3. See whether your priorities are valid, realistic and connected to bigger goals
Not everything deserves your attention. Stop saying yes to everything asked of you. If you feel your calendar is getting jammed up, take a step back and focus on the only thing that deserves your attention. Ask yourself:
Realistic: can I do this? Do I have enough time to research and deliver within the deadline?
Valid: should I be working on this, or is it wasting my time?
Connection to long term goals: if I complete this task, will it bring me closer to long time goals?
4. Leave work at the workplace
Stop carrying your workload to your home. Signify you’re leaving work and give yourself time to unwind the day’s tiredness. Take a glass of wine and watch a movie. Prepare a nice dinner, and don’t think about a task you failed to do. Carrying your work to your home is a way of compounding the stressor to burnout.
5. How are you progressing?
Instead of dwelling on achieving a goal, look how far you’ve come. If you want to audit your company finances, look at the segment you’ve accomplished at the end of the day and stop dwelling on failing to complete the whole audit. Measure the value you put onto something instead of focusing on ticking your checklist.
6. Delegate time for self-care
When was the last time you went swimming or read from your favorite author? Do you even know he/she has a new book?
For you to recover from burnout, you need to take care of yourself. How? Take enough sleep, read a book, and enjoy your hobby.
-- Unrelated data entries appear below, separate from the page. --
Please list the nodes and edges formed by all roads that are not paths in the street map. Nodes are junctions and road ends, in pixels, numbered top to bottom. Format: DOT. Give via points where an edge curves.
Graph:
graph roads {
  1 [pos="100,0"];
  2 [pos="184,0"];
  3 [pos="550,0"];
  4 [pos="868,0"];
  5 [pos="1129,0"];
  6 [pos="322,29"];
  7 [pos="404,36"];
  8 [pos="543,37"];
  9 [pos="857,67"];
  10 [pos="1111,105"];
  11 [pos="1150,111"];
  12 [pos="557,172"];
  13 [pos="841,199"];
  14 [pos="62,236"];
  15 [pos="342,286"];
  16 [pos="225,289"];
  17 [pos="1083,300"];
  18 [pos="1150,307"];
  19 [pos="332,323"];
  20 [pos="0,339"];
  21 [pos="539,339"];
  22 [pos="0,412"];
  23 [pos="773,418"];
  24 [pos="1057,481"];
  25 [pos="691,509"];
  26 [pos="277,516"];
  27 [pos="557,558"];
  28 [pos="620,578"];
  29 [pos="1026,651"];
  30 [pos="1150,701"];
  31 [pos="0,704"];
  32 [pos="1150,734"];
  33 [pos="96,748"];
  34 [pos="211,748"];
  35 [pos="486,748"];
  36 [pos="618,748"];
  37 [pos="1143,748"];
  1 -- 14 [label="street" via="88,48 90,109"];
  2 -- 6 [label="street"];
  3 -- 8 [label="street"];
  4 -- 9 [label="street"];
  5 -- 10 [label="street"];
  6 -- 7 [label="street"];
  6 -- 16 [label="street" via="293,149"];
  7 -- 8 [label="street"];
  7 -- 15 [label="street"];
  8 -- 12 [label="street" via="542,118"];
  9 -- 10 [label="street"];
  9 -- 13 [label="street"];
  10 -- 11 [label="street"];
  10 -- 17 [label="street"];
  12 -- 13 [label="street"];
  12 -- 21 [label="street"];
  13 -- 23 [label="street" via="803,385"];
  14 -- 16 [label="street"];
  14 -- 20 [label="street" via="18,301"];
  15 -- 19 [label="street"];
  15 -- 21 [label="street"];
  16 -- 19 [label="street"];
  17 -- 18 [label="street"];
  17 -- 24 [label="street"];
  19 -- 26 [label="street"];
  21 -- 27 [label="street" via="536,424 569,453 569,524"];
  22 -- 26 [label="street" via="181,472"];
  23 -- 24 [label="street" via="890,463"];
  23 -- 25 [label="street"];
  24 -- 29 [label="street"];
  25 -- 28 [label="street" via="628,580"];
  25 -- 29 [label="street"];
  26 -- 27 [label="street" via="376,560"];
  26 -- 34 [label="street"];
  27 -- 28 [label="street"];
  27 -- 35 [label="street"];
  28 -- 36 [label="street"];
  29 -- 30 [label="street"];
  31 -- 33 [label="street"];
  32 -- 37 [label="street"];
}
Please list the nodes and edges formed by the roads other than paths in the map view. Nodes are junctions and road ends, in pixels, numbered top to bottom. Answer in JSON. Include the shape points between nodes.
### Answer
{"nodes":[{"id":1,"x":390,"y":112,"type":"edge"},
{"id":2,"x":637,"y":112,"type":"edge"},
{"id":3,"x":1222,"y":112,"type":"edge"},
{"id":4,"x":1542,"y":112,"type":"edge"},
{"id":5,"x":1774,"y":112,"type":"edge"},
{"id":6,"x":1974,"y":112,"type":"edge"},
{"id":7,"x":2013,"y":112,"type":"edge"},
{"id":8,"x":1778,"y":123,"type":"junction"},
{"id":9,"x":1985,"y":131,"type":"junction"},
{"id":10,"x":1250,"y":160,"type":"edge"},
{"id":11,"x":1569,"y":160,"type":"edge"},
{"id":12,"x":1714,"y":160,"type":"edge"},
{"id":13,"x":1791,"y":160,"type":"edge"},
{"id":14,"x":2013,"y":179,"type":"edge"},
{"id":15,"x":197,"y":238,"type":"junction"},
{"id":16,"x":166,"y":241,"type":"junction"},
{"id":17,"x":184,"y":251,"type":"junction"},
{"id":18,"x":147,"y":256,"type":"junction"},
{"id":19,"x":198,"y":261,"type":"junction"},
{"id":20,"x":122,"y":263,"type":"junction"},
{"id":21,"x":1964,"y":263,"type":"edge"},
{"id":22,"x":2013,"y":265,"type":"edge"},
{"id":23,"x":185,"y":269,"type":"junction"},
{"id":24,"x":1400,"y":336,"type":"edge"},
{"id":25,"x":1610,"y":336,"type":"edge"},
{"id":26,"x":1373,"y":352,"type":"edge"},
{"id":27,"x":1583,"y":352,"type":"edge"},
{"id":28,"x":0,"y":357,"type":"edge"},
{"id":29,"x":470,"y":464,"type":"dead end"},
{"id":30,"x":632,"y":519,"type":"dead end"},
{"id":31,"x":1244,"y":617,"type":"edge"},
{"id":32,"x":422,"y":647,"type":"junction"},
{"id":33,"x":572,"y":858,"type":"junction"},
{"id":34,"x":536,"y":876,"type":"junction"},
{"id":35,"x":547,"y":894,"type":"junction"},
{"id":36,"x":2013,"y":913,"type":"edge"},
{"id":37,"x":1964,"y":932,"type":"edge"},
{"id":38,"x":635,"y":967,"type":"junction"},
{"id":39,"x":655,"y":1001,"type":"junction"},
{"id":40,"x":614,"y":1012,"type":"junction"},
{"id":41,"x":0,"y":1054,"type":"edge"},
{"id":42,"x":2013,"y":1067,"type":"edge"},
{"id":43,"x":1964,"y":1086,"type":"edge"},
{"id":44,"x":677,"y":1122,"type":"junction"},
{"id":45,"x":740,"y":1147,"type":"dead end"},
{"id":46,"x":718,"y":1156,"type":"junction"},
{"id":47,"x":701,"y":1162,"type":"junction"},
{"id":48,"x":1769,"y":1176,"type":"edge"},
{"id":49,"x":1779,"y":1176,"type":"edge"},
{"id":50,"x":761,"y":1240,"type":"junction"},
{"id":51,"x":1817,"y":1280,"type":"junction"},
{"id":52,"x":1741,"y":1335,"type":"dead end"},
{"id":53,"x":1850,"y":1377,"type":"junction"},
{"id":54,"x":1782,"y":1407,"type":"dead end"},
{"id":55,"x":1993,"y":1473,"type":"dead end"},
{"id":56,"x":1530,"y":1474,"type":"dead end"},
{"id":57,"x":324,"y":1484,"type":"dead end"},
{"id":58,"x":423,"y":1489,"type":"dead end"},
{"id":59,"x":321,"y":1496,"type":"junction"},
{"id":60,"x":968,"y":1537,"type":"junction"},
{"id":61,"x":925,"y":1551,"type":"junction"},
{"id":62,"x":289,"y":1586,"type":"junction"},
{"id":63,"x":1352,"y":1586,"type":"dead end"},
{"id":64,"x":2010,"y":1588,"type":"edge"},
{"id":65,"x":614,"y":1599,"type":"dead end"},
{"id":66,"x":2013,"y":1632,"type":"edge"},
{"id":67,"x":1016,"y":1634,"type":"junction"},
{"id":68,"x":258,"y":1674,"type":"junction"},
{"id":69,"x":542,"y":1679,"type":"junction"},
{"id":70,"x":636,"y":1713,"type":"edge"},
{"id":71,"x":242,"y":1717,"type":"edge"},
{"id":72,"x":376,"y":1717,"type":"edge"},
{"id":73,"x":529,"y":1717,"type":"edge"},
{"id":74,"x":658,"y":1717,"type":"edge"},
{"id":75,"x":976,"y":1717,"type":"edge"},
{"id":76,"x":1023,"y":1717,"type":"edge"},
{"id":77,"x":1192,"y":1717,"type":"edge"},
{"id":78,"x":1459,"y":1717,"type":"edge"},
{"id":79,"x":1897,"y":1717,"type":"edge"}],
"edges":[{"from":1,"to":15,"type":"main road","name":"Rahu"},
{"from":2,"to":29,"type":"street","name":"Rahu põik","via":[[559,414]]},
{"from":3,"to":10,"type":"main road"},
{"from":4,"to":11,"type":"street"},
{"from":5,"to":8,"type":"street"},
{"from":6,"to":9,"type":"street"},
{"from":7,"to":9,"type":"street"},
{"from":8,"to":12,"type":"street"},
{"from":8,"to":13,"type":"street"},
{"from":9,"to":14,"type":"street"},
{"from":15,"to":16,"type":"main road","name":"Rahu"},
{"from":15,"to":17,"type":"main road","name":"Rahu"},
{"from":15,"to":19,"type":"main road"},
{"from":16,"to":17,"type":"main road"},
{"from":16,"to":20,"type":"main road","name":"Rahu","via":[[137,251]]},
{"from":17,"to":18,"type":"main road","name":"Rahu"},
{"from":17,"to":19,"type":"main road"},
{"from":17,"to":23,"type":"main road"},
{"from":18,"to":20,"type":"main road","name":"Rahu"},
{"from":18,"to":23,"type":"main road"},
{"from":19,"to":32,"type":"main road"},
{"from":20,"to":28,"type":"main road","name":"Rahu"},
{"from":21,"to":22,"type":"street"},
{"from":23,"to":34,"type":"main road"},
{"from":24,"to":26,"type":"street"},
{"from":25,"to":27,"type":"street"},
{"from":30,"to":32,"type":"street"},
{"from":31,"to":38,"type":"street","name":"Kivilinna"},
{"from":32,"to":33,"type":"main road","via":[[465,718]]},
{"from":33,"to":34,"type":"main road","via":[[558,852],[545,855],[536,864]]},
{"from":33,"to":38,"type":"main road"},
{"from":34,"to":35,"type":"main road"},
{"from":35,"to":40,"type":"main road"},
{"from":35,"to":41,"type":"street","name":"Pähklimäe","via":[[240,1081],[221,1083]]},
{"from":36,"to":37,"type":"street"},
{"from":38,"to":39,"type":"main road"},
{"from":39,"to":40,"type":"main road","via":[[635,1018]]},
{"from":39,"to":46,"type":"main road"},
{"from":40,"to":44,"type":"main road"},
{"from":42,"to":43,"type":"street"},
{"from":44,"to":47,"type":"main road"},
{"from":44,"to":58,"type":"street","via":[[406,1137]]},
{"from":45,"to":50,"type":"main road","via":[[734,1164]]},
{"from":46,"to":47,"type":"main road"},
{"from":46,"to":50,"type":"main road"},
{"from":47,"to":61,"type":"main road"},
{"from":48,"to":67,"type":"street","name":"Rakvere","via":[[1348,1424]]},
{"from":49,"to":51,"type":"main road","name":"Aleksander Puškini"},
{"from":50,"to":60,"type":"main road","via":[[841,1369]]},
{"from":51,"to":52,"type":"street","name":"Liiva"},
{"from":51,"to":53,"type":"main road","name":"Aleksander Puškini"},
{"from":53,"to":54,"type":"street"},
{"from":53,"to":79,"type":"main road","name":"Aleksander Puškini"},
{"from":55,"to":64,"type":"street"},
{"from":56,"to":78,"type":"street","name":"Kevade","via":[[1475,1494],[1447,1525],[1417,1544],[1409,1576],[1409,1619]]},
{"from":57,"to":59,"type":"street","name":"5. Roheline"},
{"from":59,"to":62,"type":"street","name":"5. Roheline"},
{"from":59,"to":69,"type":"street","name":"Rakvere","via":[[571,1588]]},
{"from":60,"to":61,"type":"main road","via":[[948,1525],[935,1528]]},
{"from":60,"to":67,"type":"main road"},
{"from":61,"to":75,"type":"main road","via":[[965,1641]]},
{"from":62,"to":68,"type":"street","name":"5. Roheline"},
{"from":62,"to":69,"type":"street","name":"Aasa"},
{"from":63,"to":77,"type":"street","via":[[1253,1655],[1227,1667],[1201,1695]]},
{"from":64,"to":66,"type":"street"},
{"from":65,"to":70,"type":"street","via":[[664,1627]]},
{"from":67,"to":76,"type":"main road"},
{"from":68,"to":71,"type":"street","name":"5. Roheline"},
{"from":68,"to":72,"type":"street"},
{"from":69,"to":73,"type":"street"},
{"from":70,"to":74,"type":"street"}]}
· focus of breathing techniques to calm your parasympathetic nervous system
· Take breaks in between intensive work
· Spend your evening on a hobby to help you distress, and disconnect from work
Take a vacation even if it’s on the weekend and take a trip to rejuvenate. Take a yoga and meditation package and escape your everyday routine. If your company requires you to team-build, consider taking a rejuvenating retreat. (we can change this link)
7. Seek support
Dr. Maslach found that people’s health, well-being, and everything regarding a human is better when they are connected with other people. It’s, therefore, essential to seek a support network to help you through your burnout recovery. While at it, ensure the type of people you seek help from understand your situation and listen to you attentively. They might not necessarily help you distress, but having someone to talk to will help you combat cynicism of burnout.